LENIHAN AND MCGRATH MUST EXPLAIN HORSE FAIR DEAL ON BANKERS’ TAX
Issued : Monday 13 December, 2010
Brian Lenihan’s decision to put a 90% tax on bankers’ bonuses looks like it was agreed at a horse fair.
If Mattie McGrath’s account of events is true, then Mr Lenihan has shown himself to be a closet member of Fianna Fáil’s gombeen wing.
Mattie claims Mr Lenihan was putting a 70% tax on bankers bonuses until he intervened at the last minute to get the rate increased.
Mattie is quoted in the Irish Independent saying: "We discussed the rate, and he says 70pc tax, and I said no I want 99 (pc) and he said 80 and I said no, 90pc and he said sit down behind me I'm going to announce it."
What happened next? Did they spit and shake hands on it?
Mr Lenihan should tell us. If it is true, then it raises the prospect that the Minister negotiated our deal with the IMF like a gombeen at a horse fair too.
However, Mattie’s account of events gives rise to suspicion. He claims he only voted for the cut in the minimum wage after getting a deal on bankers’ bonuses with the Minister.
But if that was the case why did he vote against the cut two hours after voting for them?
Mattie should tell us. Otherwise we must assume that he saw the numbers in the Dáil at the time meant he could vote against the Government without bringing it down.
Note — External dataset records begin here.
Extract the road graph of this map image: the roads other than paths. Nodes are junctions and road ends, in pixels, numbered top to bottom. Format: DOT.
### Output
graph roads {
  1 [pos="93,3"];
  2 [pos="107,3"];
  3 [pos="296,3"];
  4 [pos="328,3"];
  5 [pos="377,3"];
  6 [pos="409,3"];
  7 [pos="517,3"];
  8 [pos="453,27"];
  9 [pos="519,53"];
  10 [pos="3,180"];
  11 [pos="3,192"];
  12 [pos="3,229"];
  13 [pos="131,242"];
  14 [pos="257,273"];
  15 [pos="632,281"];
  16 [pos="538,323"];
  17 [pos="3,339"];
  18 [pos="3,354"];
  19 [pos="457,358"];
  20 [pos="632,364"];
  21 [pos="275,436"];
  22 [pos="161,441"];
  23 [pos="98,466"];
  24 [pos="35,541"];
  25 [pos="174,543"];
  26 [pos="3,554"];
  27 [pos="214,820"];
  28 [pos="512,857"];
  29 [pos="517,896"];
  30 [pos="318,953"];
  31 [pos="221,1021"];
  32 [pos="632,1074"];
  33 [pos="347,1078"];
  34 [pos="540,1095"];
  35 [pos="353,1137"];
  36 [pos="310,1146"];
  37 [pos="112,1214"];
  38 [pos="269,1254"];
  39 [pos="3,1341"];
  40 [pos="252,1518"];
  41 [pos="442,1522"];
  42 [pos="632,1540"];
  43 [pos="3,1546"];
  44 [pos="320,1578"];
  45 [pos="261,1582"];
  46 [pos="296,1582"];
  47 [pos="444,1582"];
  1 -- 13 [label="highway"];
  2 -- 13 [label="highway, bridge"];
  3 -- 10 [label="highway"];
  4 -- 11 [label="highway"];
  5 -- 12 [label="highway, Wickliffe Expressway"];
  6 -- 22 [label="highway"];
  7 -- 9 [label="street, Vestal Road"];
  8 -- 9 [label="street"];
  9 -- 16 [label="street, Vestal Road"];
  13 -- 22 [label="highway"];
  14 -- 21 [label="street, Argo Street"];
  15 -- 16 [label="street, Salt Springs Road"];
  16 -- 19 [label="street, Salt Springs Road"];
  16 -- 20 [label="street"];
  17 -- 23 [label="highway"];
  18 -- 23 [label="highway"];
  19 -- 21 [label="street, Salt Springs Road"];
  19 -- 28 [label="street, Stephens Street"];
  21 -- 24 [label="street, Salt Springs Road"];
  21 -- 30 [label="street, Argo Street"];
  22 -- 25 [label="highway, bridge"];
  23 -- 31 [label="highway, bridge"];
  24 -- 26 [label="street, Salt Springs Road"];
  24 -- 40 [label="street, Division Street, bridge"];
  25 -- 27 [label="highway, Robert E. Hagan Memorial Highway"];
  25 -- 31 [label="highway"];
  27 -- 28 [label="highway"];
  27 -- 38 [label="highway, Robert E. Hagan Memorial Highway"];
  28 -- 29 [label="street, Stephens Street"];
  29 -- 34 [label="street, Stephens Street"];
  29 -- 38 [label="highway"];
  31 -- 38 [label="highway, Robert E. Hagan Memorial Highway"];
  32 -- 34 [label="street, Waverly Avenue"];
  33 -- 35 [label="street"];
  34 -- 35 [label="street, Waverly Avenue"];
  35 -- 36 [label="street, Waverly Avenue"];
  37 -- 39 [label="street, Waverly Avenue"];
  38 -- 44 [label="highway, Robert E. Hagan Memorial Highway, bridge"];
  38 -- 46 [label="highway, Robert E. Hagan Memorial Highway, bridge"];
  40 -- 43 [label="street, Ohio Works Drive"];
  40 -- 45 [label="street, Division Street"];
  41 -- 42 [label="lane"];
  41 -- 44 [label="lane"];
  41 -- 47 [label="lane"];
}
Then he could claim to the people of South Tipperary that he opposed the cut to the minimum wage when he actually supported it.
This is the sort of gombeen politics that has destroyed the country and typical of Mattie’s two-faced approach to the people of South Tipperary.
He steals other parties’ policies and pretends they are his own. He lashes Cowen and Lenihan yet he votes for their savage cuts.
Last weeks’ shenanigans again mark out Mattie as the king of the gombeens.